The TensorFlow contrib module will not be included in TensorFlow 2.0.
For more information, please see:
  * https://github.com/tensorflow/community/blob/master/rfcs/20180907-contrib-sunset.md
  * https://github.com/tensorflow/addons
  * https://github.com/tensorflow/io (for I/O related ops)
If you depend on functionality not listed there, please file an issue.



## Eager Execution
Uses Eager execution runtime. More details on Eager Execution:

https://github.com/gkdivya/EVA/blob/master/12.SuperConvergence/EagerExecution.md




In [0]:
tf.enable_eager_execution()

In [0]:
BATCH_SIZE = 128 #@param {type:"integer"}
MOMENTUM = 0.9 #@param {type:"number"}
LEARNING_RATE = 0.4 #@param {type:"number"}
WEIGHT_DECAY = 5e-4 #@param {type:"number"}
EPOCHS = 300 #@param {type:"integer"}

## Initializing weights

**Initialization of Convolution layer**

For initializing weights in Convolution layer, Keras uses `Xavier Glorot init` weight initialization algorithm and PyTorch uses a different version of `Kaiming He init`. Since we are trying to replicate DavidNet's PyTorch version code in Keras, we are initializing the weights same as what is been implemented in PyTorch.
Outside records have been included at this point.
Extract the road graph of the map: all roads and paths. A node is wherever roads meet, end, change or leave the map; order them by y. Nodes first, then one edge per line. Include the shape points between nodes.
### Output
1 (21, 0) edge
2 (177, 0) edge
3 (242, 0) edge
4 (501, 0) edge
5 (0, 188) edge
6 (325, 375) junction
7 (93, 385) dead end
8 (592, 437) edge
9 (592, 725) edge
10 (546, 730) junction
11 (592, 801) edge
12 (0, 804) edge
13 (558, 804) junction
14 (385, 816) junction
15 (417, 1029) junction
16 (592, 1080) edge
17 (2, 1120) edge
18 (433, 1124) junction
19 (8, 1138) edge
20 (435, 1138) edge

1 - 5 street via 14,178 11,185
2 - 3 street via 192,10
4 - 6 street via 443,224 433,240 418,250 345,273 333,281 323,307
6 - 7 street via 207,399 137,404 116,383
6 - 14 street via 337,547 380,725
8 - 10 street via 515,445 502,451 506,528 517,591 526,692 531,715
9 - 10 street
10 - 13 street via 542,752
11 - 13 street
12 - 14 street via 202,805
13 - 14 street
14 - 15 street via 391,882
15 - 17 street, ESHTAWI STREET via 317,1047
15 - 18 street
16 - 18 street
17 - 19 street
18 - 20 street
PyTorch takes the inverse square root of the layer’s fan-in as a bound, and then generates a random initial weight in the range [-bound, bound]

In [0]:
def init_pytorch(shape, dtype=tf.float32, partition_info=None):
  fan = np.prod(shape[:-1])
  bound = 1 / math.sqrt(fan)
  return tf.random.uniform(shape, minval=-bound, maxval=bound, dtype=dtype)

**Initialization of Batch Normalization layer**

Batch Normalization layer in PyTorch, weights are initialized randomly, whereas in Keras, weights by defaults are fixed to 1’s. In DavidNet batch normalization layer, weights are fixed to 1's, so we don't need to modify the way we initialize.
Apart from that momentum of 0.9 and epsilon parameters are modified.

momentum: Momentum for the moving mean and the moving variance.
epsilon: Small float added to variance to avoid dividing by zero.

## Creating blocks

**Convolution Block:** Inputs are passed convolution layer -> dropouts -> batch Normalization -> Relu

In [0]:
class ConvBN(tf.keras.Model):
  def __init__(self, c_out):
    super().__init__()
    self.conv = tf.keras.layers.Conv2D(filters=c_out, kernel_size=3, padding="SAME", kernel_initializer=init_pytorch, use_bias=False)
    self.bn = tf.keras.layers.BatchNormalization(momentum=0.9, epsilon=1e-5)
    self.drop = tf.keras.layers.Dropout(0.05)

  def call(self, inputs):
    #Function chaining    
    return tf.nn.relu(self.bn(self.drop(self.conv(inputs))))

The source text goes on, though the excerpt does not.